#### Exercise aim
Can you find the lines of the listing that include "nodes" and copy every one?

#### Data supplied
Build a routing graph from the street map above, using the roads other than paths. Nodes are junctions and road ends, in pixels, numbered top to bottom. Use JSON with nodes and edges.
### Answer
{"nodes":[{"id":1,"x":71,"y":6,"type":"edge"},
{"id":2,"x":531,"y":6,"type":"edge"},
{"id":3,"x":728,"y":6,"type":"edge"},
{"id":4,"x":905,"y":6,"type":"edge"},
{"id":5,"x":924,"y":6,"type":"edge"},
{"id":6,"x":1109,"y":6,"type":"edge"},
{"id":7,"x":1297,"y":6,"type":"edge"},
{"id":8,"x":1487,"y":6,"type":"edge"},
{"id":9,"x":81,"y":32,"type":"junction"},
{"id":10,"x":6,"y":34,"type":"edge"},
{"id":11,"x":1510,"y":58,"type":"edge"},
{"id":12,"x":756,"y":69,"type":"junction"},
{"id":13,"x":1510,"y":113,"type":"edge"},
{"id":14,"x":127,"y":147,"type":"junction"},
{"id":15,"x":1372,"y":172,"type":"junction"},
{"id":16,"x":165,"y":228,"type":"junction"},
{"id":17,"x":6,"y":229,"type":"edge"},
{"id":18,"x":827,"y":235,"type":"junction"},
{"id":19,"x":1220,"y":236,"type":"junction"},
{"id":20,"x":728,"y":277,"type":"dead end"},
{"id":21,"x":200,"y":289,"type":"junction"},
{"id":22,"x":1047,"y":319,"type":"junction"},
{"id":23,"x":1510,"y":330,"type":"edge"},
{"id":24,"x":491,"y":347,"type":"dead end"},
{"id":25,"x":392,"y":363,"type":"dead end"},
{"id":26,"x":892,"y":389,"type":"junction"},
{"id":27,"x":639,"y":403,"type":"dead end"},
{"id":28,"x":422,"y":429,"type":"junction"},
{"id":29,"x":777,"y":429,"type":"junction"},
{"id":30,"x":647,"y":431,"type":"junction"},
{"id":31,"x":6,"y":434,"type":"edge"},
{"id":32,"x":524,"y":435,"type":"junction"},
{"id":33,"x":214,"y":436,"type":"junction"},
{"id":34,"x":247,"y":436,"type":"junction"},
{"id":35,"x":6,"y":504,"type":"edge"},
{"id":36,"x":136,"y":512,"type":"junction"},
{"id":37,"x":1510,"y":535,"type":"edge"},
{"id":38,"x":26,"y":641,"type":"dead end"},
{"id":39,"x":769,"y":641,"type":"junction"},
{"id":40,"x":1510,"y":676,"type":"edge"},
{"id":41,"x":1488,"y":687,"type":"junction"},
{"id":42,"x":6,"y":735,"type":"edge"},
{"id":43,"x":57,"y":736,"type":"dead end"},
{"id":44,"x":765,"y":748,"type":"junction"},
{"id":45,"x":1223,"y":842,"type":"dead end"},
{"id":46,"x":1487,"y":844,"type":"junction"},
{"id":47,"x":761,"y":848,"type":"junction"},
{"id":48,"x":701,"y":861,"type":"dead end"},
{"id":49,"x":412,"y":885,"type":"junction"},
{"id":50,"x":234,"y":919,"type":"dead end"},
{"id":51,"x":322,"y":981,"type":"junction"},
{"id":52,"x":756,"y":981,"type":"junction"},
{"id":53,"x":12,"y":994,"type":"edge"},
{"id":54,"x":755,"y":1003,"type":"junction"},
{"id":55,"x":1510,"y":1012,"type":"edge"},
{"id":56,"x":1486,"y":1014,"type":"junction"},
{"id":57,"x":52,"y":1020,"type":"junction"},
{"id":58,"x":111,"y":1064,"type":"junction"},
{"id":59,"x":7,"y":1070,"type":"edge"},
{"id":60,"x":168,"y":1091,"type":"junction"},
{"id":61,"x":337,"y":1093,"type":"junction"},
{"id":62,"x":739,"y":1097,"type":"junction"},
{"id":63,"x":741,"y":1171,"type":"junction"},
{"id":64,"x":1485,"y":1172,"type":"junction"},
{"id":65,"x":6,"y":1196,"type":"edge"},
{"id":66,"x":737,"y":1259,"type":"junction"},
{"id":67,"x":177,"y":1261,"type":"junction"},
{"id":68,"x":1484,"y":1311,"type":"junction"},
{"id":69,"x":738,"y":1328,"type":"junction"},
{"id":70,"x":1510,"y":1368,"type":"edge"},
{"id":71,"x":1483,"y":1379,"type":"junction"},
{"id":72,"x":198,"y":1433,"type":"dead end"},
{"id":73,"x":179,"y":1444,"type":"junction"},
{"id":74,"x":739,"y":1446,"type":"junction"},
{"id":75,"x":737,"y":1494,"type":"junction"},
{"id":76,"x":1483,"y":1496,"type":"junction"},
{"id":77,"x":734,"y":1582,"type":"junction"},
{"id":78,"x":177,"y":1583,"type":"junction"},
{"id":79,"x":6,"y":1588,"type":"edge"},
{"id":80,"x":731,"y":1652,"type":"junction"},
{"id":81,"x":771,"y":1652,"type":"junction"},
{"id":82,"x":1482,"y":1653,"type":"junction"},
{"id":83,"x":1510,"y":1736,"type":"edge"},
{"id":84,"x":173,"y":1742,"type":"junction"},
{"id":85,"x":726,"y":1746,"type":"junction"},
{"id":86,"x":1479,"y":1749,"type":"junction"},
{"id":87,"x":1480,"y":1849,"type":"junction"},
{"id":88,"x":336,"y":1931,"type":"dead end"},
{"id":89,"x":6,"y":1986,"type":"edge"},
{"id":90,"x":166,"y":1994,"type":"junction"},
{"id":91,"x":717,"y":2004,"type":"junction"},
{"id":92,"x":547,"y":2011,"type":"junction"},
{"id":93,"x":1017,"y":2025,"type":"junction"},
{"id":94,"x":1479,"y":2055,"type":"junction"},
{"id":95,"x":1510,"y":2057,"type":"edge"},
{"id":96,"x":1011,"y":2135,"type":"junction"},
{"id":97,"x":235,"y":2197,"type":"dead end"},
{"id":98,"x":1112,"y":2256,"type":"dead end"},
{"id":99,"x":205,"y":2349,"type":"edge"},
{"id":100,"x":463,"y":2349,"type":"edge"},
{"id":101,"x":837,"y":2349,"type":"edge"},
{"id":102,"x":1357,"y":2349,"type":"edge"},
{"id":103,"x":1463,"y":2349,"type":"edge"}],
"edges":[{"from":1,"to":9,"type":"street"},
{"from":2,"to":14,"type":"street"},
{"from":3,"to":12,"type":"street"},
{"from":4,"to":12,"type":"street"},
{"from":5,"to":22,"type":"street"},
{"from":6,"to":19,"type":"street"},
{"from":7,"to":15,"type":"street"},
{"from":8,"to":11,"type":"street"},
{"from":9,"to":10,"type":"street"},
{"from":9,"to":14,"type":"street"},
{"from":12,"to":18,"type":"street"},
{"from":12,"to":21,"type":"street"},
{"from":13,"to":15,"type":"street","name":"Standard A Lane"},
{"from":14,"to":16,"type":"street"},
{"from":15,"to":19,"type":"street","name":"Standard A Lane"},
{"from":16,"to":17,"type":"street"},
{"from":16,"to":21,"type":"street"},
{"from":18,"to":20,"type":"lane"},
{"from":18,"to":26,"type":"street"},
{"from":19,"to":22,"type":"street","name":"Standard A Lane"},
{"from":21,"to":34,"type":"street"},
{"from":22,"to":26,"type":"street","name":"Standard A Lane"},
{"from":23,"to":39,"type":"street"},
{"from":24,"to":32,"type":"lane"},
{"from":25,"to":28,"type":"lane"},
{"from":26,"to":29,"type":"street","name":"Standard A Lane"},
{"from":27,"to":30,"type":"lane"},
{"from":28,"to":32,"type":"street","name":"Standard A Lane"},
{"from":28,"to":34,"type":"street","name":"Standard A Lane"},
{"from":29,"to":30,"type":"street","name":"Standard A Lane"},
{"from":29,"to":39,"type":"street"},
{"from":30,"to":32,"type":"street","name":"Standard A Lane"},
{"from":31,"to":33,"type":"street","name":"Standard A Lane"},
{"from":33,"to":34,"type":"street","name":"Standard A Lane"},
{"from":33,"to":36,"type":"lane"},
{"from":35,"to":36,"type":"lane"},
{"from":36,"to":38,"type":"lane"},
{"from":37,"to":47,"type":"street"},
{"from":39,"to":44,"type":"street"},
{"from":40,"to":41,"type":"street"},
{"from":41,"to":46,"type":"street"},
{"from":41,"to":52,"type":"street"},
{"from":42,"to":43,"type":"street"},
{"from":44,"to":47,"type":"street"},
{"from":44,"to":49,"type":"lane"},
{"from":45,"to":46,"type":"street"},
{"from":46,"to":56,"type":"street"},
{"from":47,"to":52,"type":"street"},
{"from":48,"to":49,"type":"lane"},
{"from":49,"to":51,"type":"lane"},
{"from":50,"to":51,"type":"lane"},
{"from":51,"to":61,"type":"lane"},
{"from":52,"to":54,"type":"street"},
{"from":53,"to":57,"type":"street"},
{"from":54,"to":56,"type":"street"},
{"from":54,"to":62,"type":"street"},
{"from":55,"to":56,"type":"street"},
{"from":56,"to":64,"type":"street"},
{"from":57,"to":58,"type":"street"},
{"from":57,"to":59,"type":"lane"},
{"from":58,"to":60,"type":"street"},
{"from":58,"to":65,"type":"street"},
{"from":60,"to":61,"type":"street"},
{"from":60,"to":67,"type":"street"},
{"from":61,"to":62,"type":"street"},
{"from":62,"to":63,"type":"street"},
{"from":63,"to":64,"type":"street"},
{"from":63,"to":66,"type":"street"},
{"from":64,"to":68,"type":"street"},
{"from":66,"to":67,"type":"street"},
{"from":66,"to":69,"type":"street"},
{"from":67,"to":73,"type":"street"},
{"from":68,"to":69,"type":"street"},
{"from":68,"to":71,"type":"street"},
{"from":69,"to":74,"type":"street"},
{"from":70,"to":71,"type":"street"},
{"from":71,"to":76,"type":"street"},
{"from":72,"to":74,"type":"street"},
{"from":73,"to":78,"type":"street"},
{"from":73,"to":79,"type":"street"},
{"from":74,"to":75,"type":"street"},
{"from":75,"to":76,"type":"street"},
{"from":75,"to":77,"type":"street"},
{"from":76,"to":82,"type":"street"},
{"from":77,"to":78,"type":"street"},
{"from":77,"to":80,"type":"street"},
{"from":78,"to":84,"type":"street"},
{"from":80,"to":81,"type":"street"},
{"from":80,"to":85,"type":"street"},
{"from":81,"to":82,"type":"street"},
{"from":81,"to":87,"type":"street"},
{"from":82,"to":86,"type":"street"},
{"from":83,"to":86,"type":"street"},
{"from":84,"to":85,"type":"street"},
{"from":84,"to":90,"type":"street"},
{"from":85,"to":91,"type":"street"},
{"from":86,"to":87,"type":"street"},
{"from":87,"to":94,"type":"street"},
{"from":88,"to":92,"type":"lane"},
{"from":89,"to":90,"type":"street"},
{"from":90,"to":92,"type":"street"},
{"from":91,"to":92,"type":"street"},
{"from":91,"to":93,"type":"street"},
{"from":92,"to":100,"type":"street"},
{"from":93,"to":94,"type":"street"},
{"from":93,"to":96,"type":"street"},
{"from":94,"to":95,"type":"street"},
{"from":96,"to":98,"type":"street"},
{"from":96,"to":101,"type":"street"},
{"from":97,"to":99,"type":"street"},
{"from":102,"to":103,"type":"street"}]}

#### Exercise result
Build a routing graph from the street map above, using the roads other than paths. Nodes are junctions and road ends, in pixels, numbered top to bottom. Use JSON with nodes and edges.
{"nodes":[{"id":1,"x":71,"y":6,"type":"edge"},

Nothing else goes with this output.